IRS Calling? Probably Not.

Don’t yield to scammers’ threats to get you to pay taxes you don’t owe

IRS Calling? Probably Not

Of all the scams out there to steal your money, guess which one ranks #1 among those reported to the Better Business Bureau?

Answer: the IRS scam. It made up 24% of the complaints to the BBB last year.

Here’s how it works. Someone claiming to be with the IRS calls you with a dire warning: The IRS plans to sue you, file a lien against your property, suspend your driver’s license, or send the police to arrest you — unless you pay a delinquent tax bill. You’re given a telephone number to call so you can make the payment by credit or debit card or other means.

One of our clients got such a call and gave me the telephone number he was given. When I called, it was disconnected, suggesting the scammers had already moved on.

Another client said she received a call from someone identifying himself as an IRS officer. He even provided a badge number and a telephone number, although she asked him to repeat the information several times because of his strong foreign accent.

“He asked me to verify that he had my correct name and address, and then asked for the last four digits of my Social Security number,” she said. “I refused to give them to him, but he argued that he’d provided his badge number. When I asked how he could prove he was legitimate, he didn’t answer, but instead told me there were problems with my tax returns for 2009-2014 and that I owed the government $6,435. He said that if I didn’t pay, my driver’s license would be revoked and he would also do something with my mortgage payment. After I questioned him as to why this was my ‘final’ notice when I hadn’t received any previous notices, he hung up.”

The client then called the police, who told her they receive hundreds of similar calls from citizens all over town. “But they didn’t do anything,” she said. “I would have felt better if they had at least written down what I told them.” I explained that the police took no action because they have no way to catch the crook, who almost certainly resides outside their jurisdiction — perhaps even outside the country.
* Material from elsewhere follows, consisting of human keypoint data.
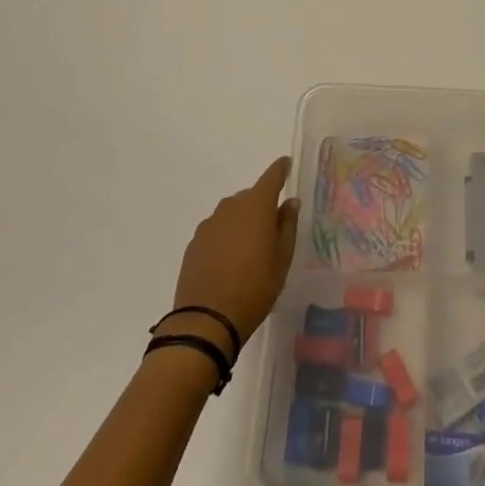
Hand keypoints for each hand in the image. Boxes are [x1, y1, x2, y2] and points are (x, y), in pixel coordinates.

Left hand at [161, 157, 299, 357]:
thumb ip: (287, 225)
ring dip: (242, 222)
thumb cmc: (255, 287)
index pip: (272, 176)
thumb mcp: (282, 258)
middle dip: (261, 205)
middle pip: (250, 196)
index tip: (286, 164)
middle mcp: (231, 206)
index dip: (281, 169)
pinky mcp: (195, 243)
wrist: (207, 320)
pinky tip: (228, 261)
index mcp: (257, 205)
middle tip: (271, 229)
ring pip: (232, 213)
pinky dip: (225, 237)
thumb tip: (290, 202)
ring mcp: (210, 224)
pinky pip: (216, 230)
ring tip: (248, 249)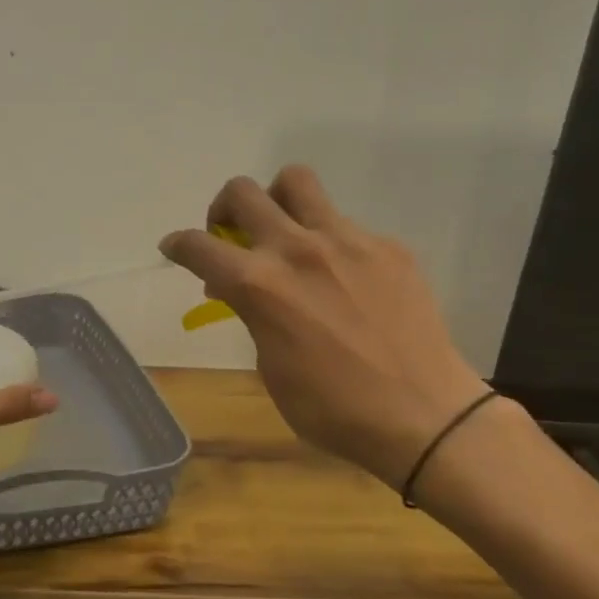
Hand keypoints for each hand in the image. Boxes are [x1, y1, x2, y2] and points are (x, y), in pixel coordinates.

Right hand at [161, 166, 487, 485]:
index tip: (174, 248)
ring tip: (283, 231)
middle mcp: (296, 249)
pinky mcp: (386, 246)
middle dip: (222, 209)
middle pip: (241, 192)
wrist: (424, 416)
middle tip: (231, 236)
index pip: (198, 245)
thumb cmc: (332, 408)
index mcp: (259, 285)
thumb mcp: (270, 367)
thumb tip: (237, 289)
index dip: (177, 244)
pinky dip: (328, 241)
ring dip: (276, 201)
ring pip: (295, 182)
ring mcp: (346, 240)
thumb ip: (251, 314)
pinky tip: (343, 278)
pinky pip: (344, 224)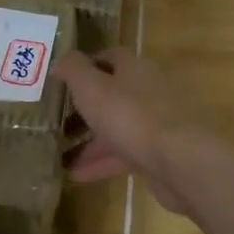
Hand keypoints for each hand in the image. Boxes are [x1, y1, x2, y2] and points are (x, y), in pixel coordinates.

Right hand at [58, 48, 215, 215]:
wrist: (178, 160)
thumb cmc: (130, 115)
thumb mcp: (91, 87)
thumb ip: (72, 70)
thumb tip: (60, 61)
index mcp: (134, 68)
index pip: (108, 57)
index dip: (84, 66)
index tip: (60, 81)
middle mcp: (148, 91)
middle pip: (112, 94)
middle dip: (84, 108)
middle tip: (56, 121)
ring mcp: (155, 123)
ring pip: (116, 127)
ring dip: (89, 140)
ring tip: (59, 154)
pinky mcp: (158, 152)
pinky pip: (124, 153)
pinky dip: (101, 162)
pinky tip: (76, 175)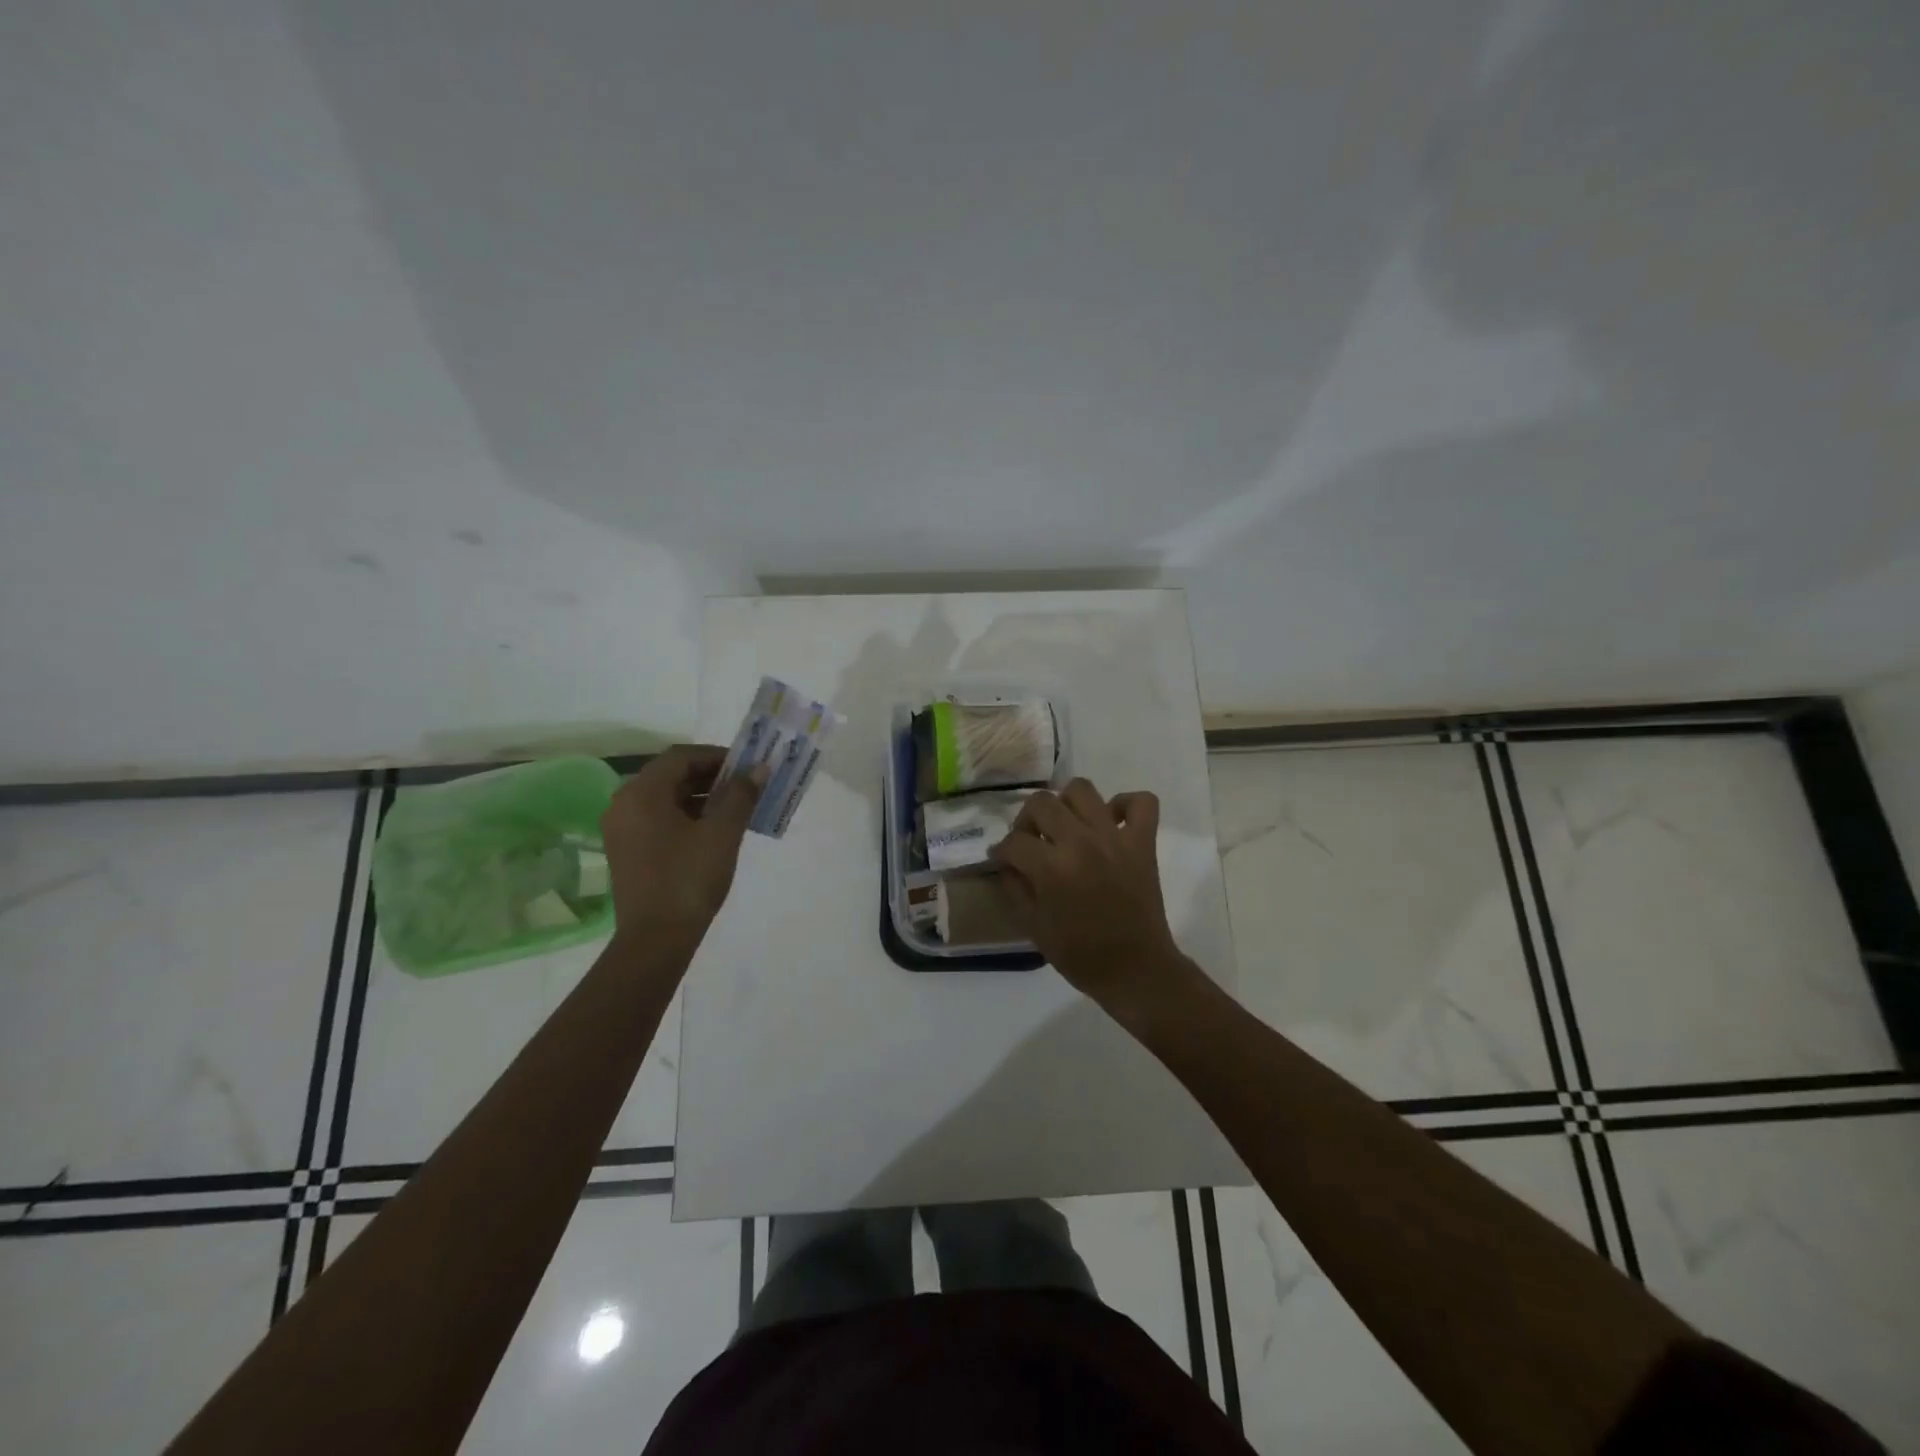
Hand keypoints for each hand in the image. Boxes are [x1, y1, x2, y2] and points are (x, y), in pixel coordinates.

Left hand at [600, 745, 761, 937]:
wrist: (656, 940)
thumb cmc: (689, 879)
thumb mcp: (722, 833)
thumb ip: (741, 795)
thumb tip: (759, 769)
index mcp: (641, 793)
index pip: (681, 757)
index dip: (717, 756)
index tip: (747, 767)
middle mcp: (624, 804)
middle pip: (670, 775)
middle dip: (711, 776)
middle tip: (746, 786)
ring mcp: (622, 829)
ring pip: (665, 798)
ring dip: (701, 796)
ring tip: (736, 808)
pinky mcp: (627, 850)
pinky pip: (659, 819)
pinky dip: (687, 816)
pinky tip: (714, 830)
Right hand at [988, 778, 1186, 1011]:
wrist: (1136, 970)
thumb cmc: (1081, 955)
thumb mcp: (1033, 927)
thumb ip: (1015, 888)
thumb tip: (1008, 863)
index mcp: (1052, 867)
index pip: (1014, 841)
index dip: (1002, 851)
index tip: (1002, 860)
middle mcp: (1082, 842)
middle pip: (1042, 803)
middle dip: (1027, 820)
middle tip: (1031, 841)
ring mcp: (1115, 837)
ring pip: (1083, 789)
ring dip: (1067, 803)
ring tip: (1066, 826)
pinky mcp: (1143, 842)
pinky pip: (1142, 802)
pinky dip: (1126, 804)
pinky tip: (1111, 822)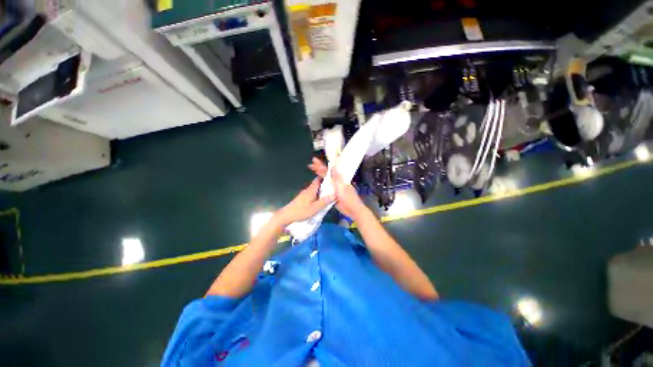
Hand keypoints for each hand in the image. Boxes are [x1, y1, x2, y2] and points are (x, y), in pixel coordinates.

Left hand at [275, 178, 334, 225]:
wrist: (287, 215)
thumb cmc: (301, 211)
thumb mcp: (315, 208)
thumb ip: (325, 201)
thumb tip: (336, 194)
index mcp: (311, 190)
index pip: (319, 179)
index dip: (325, 177)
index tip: (333, 177)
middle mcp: (308, 189)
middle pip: (318, 184)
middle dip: (325, 184)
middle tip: (334, 186)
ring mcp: (305, 194)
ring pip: (315, 189)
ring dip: (322, 190)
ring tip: (330, 193)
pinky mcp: (303, 198)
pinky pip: (313, 193)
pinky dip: (318, 194)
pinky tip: (321, 199)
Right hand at [308, 158, 366, 218]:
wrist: (353, 210)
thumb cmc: (348, 199)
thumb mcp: (342, 187)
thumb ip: (337, 178)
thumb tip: (334, 166)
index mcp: (340, 179)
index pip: (329, 170)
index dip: (322, 166)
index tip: (315, 161)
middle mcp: (337, 182)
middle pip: (327, 174)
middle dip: (319, 168)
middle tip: (311, 164)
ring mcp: (334, 188)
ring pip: (325, 180)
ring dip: (319, 175)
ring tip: (312, 170)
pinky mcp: (332, 195)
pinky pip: (325, 188)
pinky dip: (321, 184)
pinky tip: (316, 182)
The IRS doesn’t call anyone to demand payments, nor do any government agencies. They send letters to you via the U.S. mail.

That may soon change. A federal law that went into effect Jan. 1 allows debt collectors to make automated calls to cell phones to try to collect money owed on any debts backed by the federal government, including taxes, student loans and mortgages. The FCC has until September to issue regulations about this. Meanwhile, the IRS says it’s looking for ways to help taxpayers avoid confusion between legitimate calls it might make in the future and those made by crooks — for whatever that’s worth.

The best strategy to protect yourself: Don’t prepare your own tax returns. Instead, hire a professional tax preparer — someone who is a CPA, an enrolled agent or a tax attorney. Then, if you ever get a communication by email, mail or phone from anyone claiming to be from the government, simply refer them to your tax advisor. Don’t respond on your own, and never provide any information requested.